Kaelyn, MOVE: We had two scripts running, one for Black, Indigenous, and people of color (BIPOC) and one for conflicted white voters. On the BIPOC side, I was most shocked about the fact that people just don’t tell the truth about whether they vote. Three months later, I’m still shocked and can’t believe people will say “Yes, I’m going to vote” but they don’t (laughter)! I don’t know why that shocked me, but we had to change the question to an assessment of how powerful people perceived their vote to be rather than asking, “are you going to vote?”. How powerful they perceived their vote to be was a stronger indicator of whether they were voters. On the conflicted white voters’ side, the reflections we heard rather than the answers themselves intrigued me. For instance, when we asked about the right to healthcare coverage for undocumented immigrants, many conflicted white voters would say, “Oh, I know this person (an undocumented immigrant). They’re trying really, really hard to get their citizenship; and they work. They deserve to have healthcare because they work and they’re trying hard.” But when we asked about their neighbor or a stranger who is also undocumented, the conflicted white voter would often respond, “Oh no, they don’t work, they don’t do anything, so they don’t deserve it”. It was very interesting to me because in one case, they can see a person working hard and believe they deserve it but the other stranger, who is probably doing just as much work, didn’t deserve it because the conflicted white voter could not see their productivity. The link between productivity and a deservedness has stayed with me from the conflicted white voter conversations.
Julie, MOVE: The results themselves weren’t shocking necessarily but it doesn’t make them any less alarming or surprising. The thing that resonated for me was the fact that folks just desperately want someone to listen to them. It’s not surprising either, but it’s counter to how we think about making change so often. I think a lot of organizing over the past decade has shifted the narrative of what it takes to win – win in every version of the word, not just a campaign – but this idea that folks simply want to be heard and their thoughts incorporated into something larger, that’s a core element of organizing. It’s not about the best message. It’s so much more time consuming and resource-rich to listen to folks. There is no magic wand. I’m also consistently inspired by and appreciative of folks that are leaning into this work, and what’s possible when they do. Organizers lean into such hard things, and these conversations hit them in their guts not just their brains – that’s the other piece. What does it take to support folks doing this work in real ways? It’s a constant interrogation of who you are as a person, who you are in your community, who you are with your people; that is the whole other layer to this work that we’re still wrestling with. How do we support folks digging into this, so they don’t get crushed?
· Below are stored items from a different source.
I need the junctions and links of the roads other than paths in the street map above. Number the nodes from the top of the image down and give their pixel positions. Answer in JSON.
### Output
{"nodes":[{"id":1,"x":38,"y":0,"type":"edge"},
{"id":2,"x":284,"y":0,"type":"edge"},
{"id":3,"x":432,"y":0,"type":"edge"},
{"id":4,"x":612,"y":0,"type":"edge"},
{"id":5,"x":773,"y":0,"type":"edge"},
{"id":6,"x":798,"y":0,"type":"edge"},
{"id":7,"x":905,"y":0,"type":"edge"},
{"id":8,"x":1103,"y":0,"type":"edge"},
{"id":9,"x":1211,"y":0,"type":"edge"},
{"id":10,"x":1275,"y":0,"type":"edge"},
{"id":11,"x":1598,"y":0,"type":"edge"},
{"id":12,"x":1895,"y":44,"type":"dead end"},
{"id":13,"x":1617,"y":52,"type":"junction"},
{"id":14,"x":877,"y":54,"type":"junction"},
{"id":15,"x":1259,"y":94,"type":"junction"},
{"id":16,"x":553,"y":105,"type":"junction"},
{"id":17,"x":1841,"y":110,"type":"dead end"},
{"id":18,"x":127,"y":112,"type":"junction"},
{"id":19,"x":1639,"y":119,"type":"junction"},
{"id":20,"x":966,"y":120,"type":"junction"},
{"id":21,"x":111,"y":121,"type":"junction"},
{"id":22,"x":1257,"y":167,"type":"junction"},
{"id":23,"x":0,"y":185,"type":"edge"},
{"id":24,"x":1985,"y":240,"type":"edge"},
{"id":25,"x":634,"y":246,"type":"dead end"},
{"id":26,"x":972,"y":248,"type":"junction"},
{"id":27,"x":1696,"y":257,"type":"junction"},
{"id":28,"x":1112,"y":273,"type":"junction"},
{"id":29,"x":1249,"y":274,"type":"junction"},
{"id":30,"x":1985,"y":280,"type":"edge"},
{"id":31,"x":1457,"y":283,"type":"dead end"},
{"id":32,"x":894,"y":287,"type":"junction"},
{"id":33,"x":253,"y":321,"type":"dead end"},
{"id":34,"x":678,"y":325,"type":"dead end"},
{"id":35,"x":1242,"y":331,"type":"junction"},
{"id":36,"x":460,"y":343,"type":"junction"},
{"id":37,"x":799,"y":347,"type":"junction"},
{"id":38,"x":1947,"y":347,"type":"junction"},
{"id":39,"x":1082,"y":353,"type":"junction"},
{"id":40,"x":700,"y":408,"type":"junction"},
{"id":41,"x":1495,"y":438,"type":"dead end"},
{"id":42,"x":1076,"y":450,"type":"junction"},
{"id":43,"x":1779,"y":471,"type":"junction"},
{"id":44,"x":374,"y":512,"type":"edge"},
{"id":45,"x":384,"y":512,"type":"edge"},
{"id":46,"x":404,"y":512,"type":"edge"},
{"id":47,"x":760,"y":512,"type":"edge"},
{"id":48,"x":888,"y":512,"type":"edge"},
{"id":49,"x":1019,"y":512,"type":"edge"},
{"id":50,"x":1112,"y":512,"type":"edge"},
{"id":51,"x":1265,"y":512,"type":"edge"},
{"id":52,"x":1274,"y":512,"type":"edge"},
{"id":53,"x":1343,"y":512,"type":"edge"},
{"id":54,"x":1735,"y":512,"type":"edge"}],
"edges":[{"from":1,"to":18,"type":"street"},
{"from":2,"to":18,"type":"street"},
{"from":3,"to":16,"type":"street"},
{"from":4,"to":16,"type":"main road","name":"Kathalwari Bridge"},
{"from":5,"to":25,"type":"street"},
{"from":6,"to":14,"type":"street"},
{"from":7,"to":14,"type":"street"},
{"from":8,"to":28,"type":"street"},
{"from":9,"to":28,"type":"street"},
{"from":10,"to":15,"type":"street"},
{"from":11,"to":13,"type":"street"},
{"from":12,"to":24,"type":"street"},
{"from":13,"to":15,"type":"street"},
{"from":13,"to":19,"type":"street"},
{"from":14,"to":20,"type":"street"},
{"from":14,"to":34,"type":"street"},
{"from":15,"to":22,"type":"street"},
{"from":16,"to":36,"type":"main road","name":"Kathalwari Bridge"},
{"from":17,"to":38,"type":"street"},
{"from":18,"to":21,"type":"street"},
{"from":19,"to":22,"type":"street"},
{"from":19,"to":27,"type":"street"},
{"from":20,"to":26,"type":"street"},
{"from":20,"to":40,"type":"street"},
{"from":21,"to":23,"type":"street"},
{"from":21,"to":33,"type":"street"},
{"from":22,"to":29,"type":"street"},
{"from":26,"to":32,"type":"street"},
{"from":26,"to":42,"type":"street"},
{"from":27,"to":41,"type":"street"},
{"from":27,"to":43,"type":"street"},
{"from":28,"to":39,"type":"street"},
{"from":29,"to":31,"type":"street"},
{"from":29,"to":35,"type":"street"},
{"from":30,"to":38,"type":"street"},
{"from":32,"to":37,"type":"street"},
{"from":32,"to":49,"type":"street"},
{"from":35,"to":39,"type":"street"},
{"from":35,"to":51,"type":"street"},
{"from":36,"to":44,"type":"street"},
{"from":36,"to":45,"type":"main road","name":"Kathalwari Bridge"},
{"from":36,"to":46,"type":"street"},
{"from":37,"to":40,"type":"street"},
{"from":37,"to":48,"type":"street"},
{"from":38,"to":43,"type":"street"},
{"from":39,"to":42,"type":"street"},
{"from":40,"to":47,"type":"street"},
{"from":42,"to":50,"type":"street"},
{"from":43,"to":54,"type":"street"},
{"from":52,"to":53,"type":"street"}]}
Megan, Rx: What would you like funders to know about supporting deep canvassing work?
Kaelyn, MOVE: It’s not cheap. It won’t be a churn and burn. Impact is not going to happen in 18 months. It’s a long game. It’s one neighborhood, one strategic thing at a time that builds up. It will not be the impact numbers that you’re used to seeing with something like voter registration. It’s going to be small incremental things that lead to change – like having 1,000 conversations with unregistered voters – and that might cost the same. But it will be more impactful in the end.
Julie, MOVE: Fund multi-years and fund infrastructure to do this work, like data analyses for deep canvassing. Invest in trust with the organizers doing the work. Listen to organizers. Set up grant mechanisms to learn from the work rather than prove you are right – be curious.